Check each line of the records below for the word "view" and copy those where it appears.

Exercise inputs section start

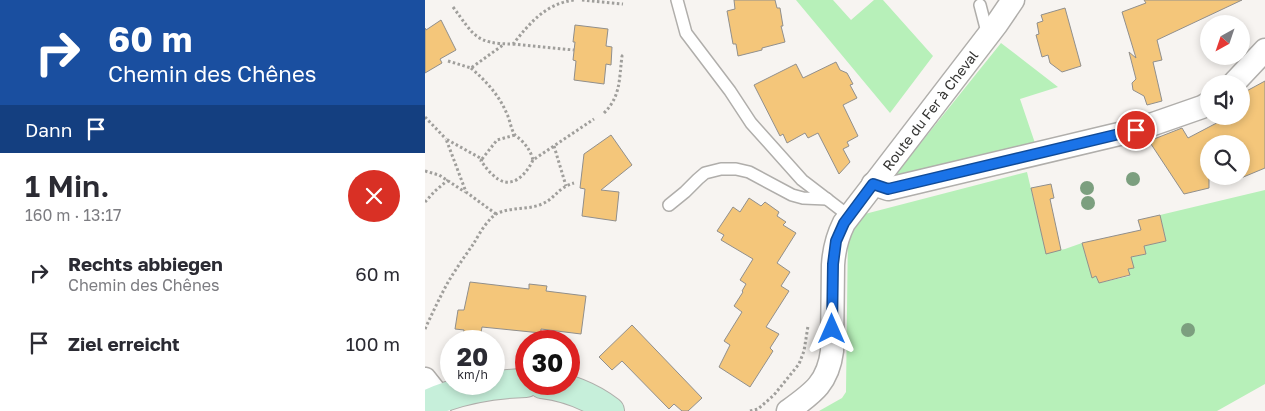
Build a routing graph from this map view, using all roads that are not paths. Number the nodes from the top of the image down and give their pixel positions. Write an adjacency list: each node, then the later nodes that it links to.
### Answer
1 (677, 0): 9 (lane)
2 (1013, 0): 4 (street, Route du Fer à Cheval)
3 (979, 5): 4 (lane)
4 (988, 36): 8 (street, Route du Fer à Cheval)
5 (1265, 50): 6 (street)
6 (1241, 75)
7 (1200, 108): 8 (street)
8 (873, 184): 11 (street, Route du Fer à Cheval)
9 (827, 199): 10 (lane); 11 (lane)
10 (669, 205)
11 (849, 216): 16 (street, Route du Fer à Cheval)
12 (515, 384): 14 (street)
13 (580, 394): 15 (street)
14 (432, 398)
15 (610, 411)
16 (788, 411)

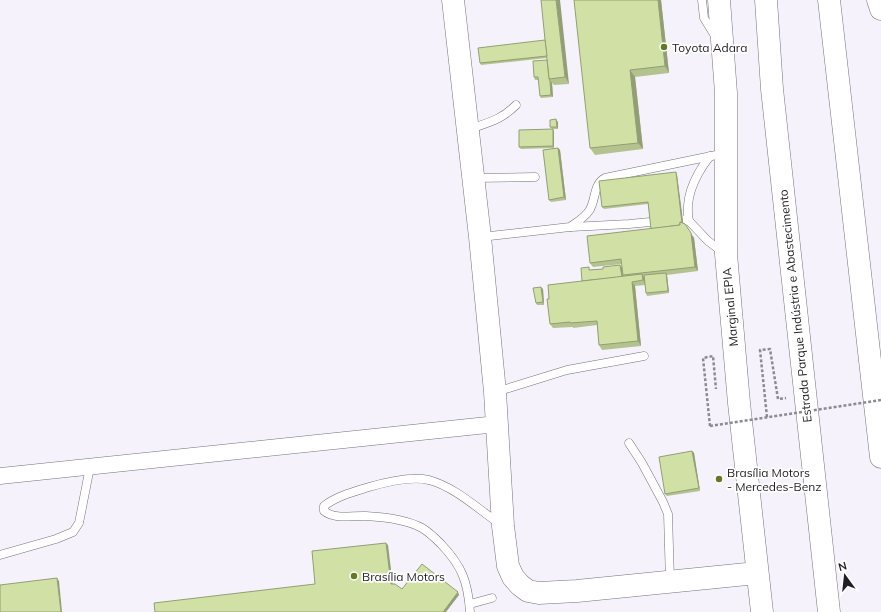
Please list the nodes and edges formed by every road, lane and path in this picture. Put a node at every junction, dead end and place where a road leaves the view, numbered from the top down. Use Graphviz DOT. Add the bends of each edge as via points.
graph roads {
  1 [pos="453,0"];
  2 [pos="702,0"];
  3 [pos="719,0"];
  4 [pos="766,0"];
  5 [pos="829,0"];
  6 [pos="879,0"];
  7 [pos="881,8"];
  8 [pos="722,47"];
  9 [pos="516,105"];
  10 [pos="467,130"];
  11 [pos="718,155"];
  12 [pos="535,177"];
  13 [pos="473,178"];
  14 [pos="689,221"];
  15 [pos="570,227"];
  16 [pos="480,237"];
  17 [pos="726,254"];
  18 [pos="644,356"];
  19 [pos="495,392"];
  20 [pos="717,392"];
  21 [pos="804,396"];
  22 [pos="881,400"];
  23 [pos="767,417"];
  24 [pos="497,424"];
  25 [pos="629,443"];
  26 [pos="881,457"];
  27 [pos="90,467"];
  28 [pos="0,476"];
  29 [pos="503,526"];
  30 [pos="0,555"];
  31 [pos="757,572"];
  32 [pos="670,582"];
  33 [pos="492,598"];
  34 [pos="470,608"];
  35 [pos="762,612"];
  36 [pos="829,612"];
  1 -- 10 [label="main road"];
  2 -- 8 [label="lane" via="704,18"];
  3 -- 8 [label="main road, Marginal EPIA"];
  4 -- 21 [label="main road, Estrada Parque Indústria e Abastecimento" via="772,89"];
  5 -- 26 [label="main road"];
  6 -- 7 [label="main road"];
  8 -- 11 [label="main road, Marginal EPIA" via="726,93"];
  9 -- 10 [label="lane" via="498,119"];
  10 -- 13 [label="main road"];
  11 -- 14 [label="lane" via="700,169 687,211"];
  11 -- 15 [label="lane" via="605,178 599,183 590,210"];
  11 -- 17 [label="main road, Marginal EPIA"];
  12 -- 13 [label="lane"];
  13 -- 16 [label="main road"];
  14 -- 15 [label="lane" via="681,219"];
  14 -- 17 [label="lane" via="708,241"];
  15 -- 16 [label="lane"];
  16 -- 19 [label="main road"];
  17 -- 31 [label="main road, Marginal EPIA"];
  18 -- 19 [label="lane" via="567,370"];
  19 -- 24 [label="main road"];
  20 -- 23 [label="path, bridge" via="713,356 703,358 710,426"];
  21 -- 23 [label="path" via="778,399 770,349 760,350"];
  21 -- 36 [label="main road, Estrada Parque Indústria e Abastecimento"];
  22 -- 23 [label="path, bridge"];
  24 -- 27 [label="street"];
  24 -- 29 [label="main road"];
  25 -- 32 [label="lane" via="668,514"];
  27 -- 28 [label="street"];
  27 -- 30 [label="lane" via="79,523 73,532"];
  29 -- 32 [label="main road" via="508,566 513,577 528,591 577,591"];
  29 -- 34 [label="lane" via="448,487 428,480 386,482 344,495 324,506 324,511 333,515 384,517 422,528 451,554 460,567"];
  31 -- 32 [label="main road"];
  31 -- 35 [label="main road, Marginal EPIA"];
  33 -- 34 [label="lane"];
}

Exercise inputs section end

- Exercise result
Build a routing graph from this map view, using all roads that are not paths. Number the nodes from the top of the image down and give their pixel positions. Write an adjacency list: each node, then the later nodes that it links to.
Please list the nodes and edges formed by every road, lane and path in this picture. Put a node at every junction, dead end and place where a road leaves the view, numbered from the top down. Use Graphviz DOT. Add the bends of each edge as via points.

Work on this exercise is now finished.